You are given 'N' apples and multiple boxes with capacities 'A', 'B' and 'C'. Now, you need to calculate the maximum number of boxes in which you can distribute these apples such that no apple is left and none of the boxes is partially filled.

Example: 
Suppose, you have 7 apples and multiple boxes of capacities 2, 3 and 5.

You can keep these 7 apples in maximum 3 boxes i.e. two boxes of capacity 2 and one box of capacity 3.
Detailed explanation ( Input/output format, Notes, Images )
Input format: 
The first line of input contains an integer 'T' denoting the number of test cases.

The first line of each test case contains a single integer 'N' denoting the number of apples.

The second line of each test case contains three space-separated integers 'A', 'B', and 'C' denoting the capacity of three types of boxes.
Output format: 
For each test case, return the maximum number of boxes in which you can distribute these 'N' apples.

Print the output of each test case in a separate line.
Note: 
1. If it is impossible to distribute the apples into the boxes, simply return 0. 

2. You do not need to print anything, it has already been taken care of. Just implement the given function.
Constraints: 
1 <=  T <= 50
1 <=  N <= 10 ^ 5
1 <= A, B, C <= 10 ^ 4

Time limit: 1 sec
Sample Input 1:
2
5
2 3 5
11
2 3 7
Sample Output 1:
2
5
Explanation for Sample Output 1:
In test case 1, There are 2 ways to distribute 5 apples in boxes with capacity 2, 3 and 5.

2 apples in one box and 3 apples in another box, boxes used: 2 

5 apples in 1 box, box used: 1

Maximum boxes are used in the first way, thus, the answer is 2. 

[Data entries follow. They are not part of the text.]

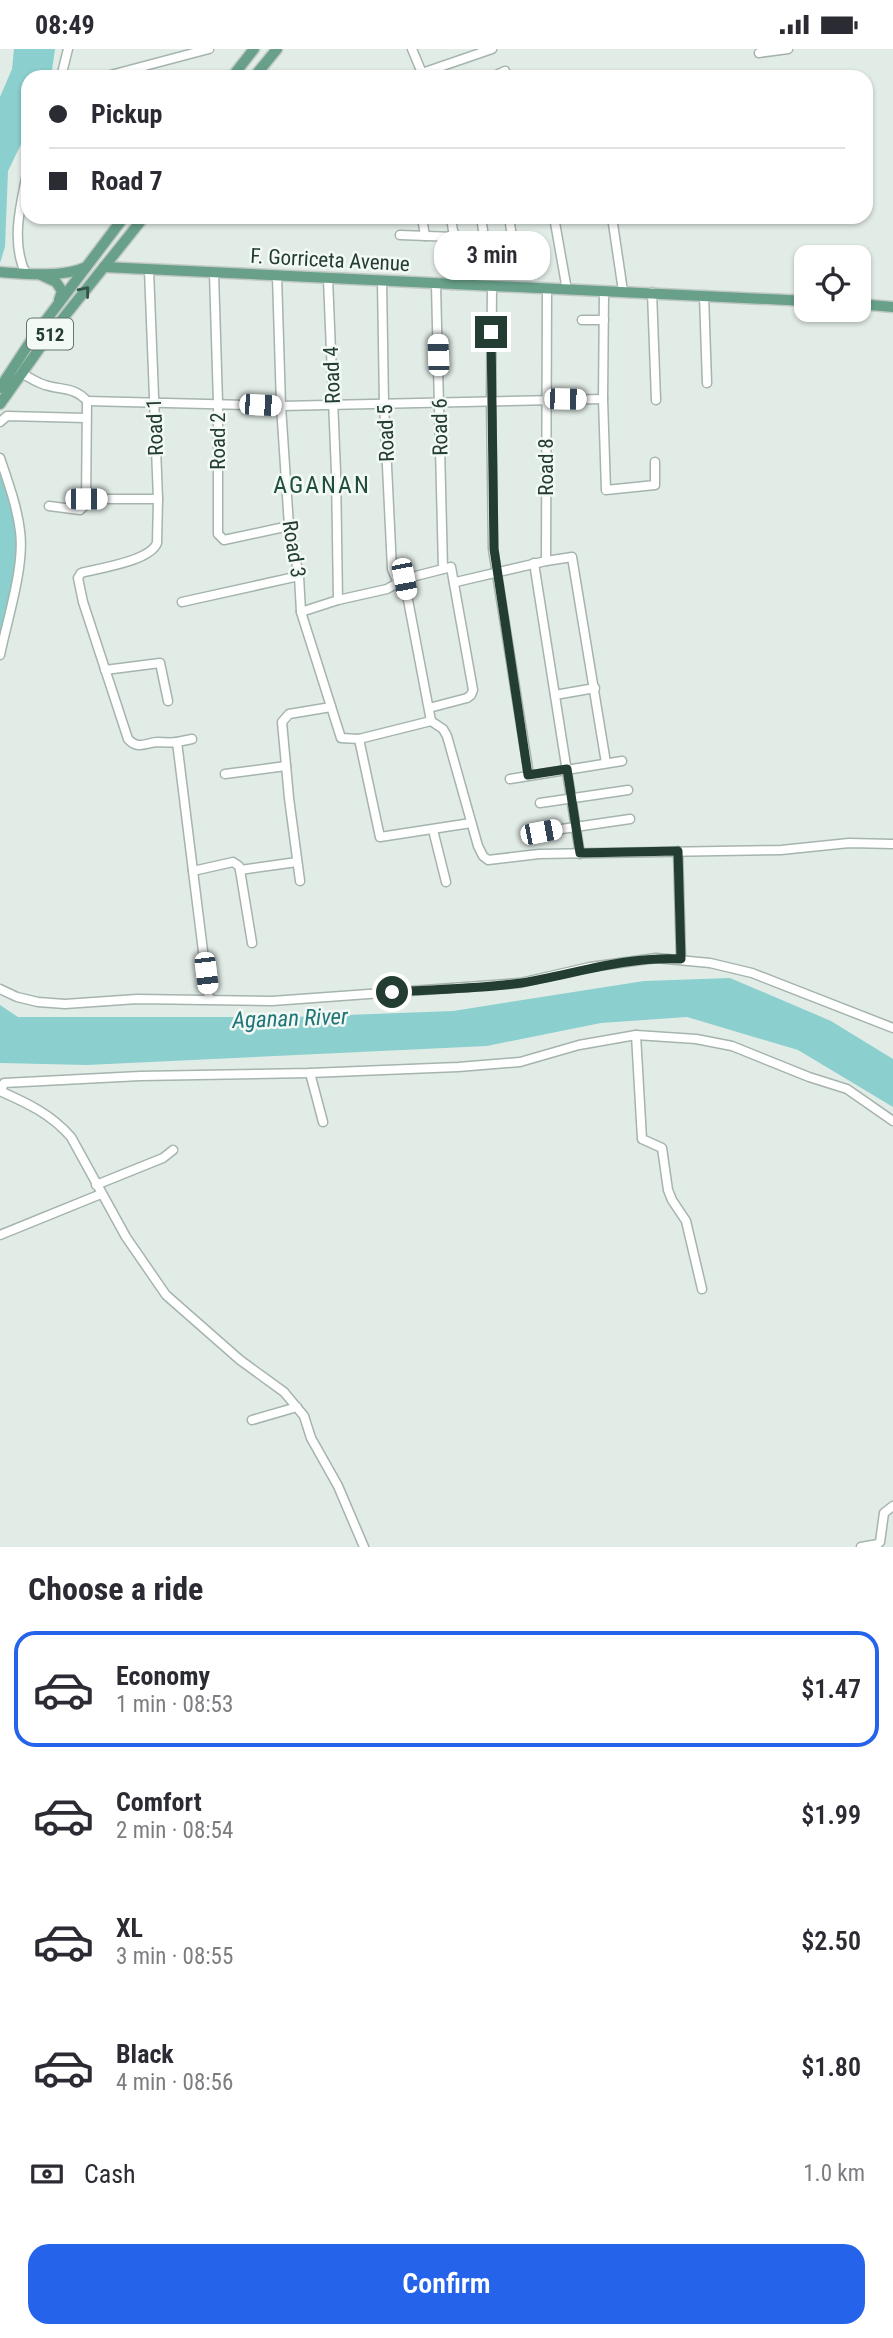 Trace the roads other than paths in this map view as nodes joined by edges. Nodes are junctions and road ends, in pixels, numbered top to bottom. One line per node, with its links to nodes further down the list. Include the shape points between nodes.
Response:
1 (68, 49): 10 (street)
2 (209, 49): 11 (street)
3 (254, 49): 12 (main road)
4 (277, 49): 13 (main road)
5 (423, 49): 8 (street)
6 (492, 49): 15 (street)
7 (788, 49): 9 (street)
8 (412, 50): 14 (street)
9 (759, 53)
10 (63, 70)
11 (130, 70)
12 (238, 70)
13 (260, 70)
14 (421, 70)
15 (431, 70)
16 (21, 200): 36 (street, via 19,260)
17 (119, 224): 30 (main road, 512)
18 (138, 224): 29 (main road, 512)
19 (423, 224): 27 (street)
20 (452, 224): 26 (street)
21 (482, 224): 28 (street)
22 (510, 224): 28 (street, via 511,238)
23 (555, 224): 45 (street)
24 (613, 224): 46 (street)
25 (400, 235): 27 (street)
26 (454, 235): 27 (street); 28 (street); 42 (street)
27 (425, 236)
28 (484, 237)
29 (113, 256): 31 (main road, 512); 32 (main road, via 112,264)
30 (90, 262): 37 (main road, via 79,270); 53 (main road, 512)
31 (104, 267): 32 (main road, F. Gorriceta Avenue); 54 (main road, 512, one-way to 31)
32 (123, 269): 33 (main road, F. Gorriceta Avenue)
33 (149, 271): 35 (main road, F. Gorriceta Avenue); 65 (street, Road 1)
34 (5, 272): 36 (main road)
35 (214, 273): 38 (main road, F. Gorriceta Avenue); 67 (street, Road 2)
36 (26, 274): 37 (main road)
37 (40, 275): 53 (main road, via 56,282 62,292)
38 (277, 276): 39 (main road, F. Gorriceta Avenue); 71 (street, Road 3)
39 (328, 279): 40 (main road, F. Gorriceta Avenue); 69 (street, Road 4)
40 (382, 282): 41 (main road, F. Gorriceta Avenue); 70 (street, Road 5)
41 (436, 285): 42 (main road, F. Gorriceta Avenue); 66 (street, Road 6)
42 (456, 285): 43 (main road, F. Gorriceta Avenue)
43 (492, 286): 44 (main road, F. Gorriceta Avenue); 62 (street)
44 (547, 289): 45 (main road, F. Gorriceta Avenue); 60 (street, Road 8)
45 (567, 290): 47 (main road, F. Gorriceta Avenue)
46 (623, 291): 47 (main road, F. Gorriceta Avenue); 48 (main road, F. Gorriceta Avenue)
47 (604, 292): 56 (street)
48 (652, 292): 49 (main road, F. Gorriceta Avenue); 63 (street)
49 (704, 295): 50 (main road, F. Gorriceta Avenue); 58 (street)
50 (794, 300)
51 (871, 305): 52 (main road)
52 (893, 307)
53 (51, 314): 54 (main road, via 52,319); 57 (main road, 512, via 34,336)
54 (62, 318): 57 (main road, 512)
55 (582, 320): 56 (street)
56 (604, 320): 61 (street)
57 (18, 371): 59 (main road, 512); 64 (street, via 44,385 80,393); 68 (main road, 512)
58 (708, 383)
59 (0, 388)
60 (546, 399): 61 (street); 62 (street); 80 (street, Road 8)
61 (603, 399): 75 (street, via 606,490 655,485)
62 (491, 400): 66 (street); 83 (street)
63 (656, 400)
64 (87, 401): 65 (street); 72 (street)
65 (154, 401): 67 (street); 77 (street, Road 1)
66 (439, 401): 70 (street); 82 (street, Road 6)
67 (218, 403): 71 (street); 79 (street, Road 2, via 220,538)
68 (0, 404)
69 (334, 404): 70 (street); 71 (street); 87 (street, Road 4)
70 (384, 404): 85 (street, Road 5, via 392,569)
71 (281, 406): 79 (street, Road 3)
72 (86, 418): 73 (street, via 7,416); 76 (street)
73 (0, 422)
74 (0, 458): 90 (street, via 20,533 20,559)
75 (655, 462)
76 (86, 499): 77 (street); 78 (street, via 80,510)
77 (158, 499): 91 (street, Road 1, via 155,548 81,573 78,578)
78 (49, 506)
79 (289, 526): 84 (street, Road 3)
80 (546, 561): 81 (street); 92 (street, via 572,557)
81 (534, 563): 83 (street); 93 (street)
82 (443, 569): 85 (street); 86 (street, via 452,567)
83 (497, 572): 86 (street); 106 (street)
84 (299, 576): 88 (street); 89 (street, Road 3)
85 (401, 581): 87 (street, via 387,589); 96 (street, Road 5)
86 (456, 582): 96 (street, via 471,695)
87 (338, 600): 89 (street)
88 (182, 602)
89 (301, 612): 95 (street, Road 3)
90 (0, 655)
91 (105, 670): 94 (street, via 160,663); 100 (street, via 132,744)
92 (595, 688): 93 (street); 102 (street)
93 (555, 695): 104 (street)
94 (168, 701)
95 (331, 706): 99 (street, Road 3, via 341,738); 103 (street, via 285,716)
96 (429, 708): 97 (street, Road 5)
97 (431, 721): 99 (street); 112 (street, via 447,736)
98 (191, 739): 100 (street)
99 (359, 739): 114 (street, via 380,837)
100 (177, 743): 121 (street)
101 (622, 761): 102 (street)
102 (606, 763): 104 (street)
103 (286, 766): 105 (street); 119 (street)
104 (567, 769): 106 (street); 109 (street)
105 (225, 773)
106 (528, 775): 107 (street)
107 (510, 779)
108 (628, 790): 109 (street)
109 (572, 797): 110 (street); 113 (street)
110 (540, 803)
111 (630, 819): 113 (street)
112 (471, 823): 114 (street); 118 (street, via 488,860)
113 (576, 825): 115 (street); 118 (street)
114 (433, 829): 123 (street)
115 (541, 832)
116 (893, 844): 117 (street)
117 (678, 851): 118 (street); 125 (street)
118 (580, 853)
119 (298, 862): 120 (street); 122 (street)
120 (240, 870): 121 (street, via 233,862); 124 (street)
121 (193, 871): 127 (street)
122 (300, 881)
123 (446, 882)
124 (252, 943)
125 (681, 959): 127 (street, via 632,960 520,983 272,1001); 128 (street, via 752,973)
126 (0, 989): 127 (street, via 38,1002 65,1004)
127 (209, 999)
128 (893, 1028)
129 (636, 1035): 130 (street, via 520,1062); 132 (street, via 732,1046 847,1089); 138 (street, via 642,1139 662,1148 668,1190 686,1221)
130 (310, 1073): 131 (street, via 140,1076); 133 (street)
131 (1, 1087): 135 (street, via 61,1125)
132 (893, 1121)
133 (323, 1122)
134 (173, 1150): 135 (street)
135 (96, 1185): 136 (street)
136 (100, 1194): 137 (street); 139 (street, via 166,1295)
137 (0, 1235)
138 (702, 1289)
139 (297, 1407): 140 (street); 143 (street)
140 (252, 1420)
141 (893, 1506): 142 (street, via 884,1513 878,1545)
142 (861, 1546)
143 (365, 1547)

In test case 2, There are 3 ways to distribute 11 apples in boxes with capacity 2, 3 and 7.

2 apples in four boxes (2 * 4) and 3 apples in 1 box (3 * 1), boxes used: 5

2 apples in 1 box (2 * 1) and 3 apples in 3 boxes( 3 * 3), boxes used: 4

2 apples in 2 boxes (2 * 2) and 7 apples in 1 box (7 * 1), boxes used: 3

Maximum boxes are used in the first way, thus, the answer is 5.
Sample Input 2:
2
4
2 1 1
8
5 6 7
Sample Output 2:
4
0
Explanation for Sample Output 2:
In test case 1, There are 4 apples and boxes with capacity 2, 3 and 5.

Maximum boxes will be used when all the apples are in boxes with capacity 1 and thus maximum boxes used are 4.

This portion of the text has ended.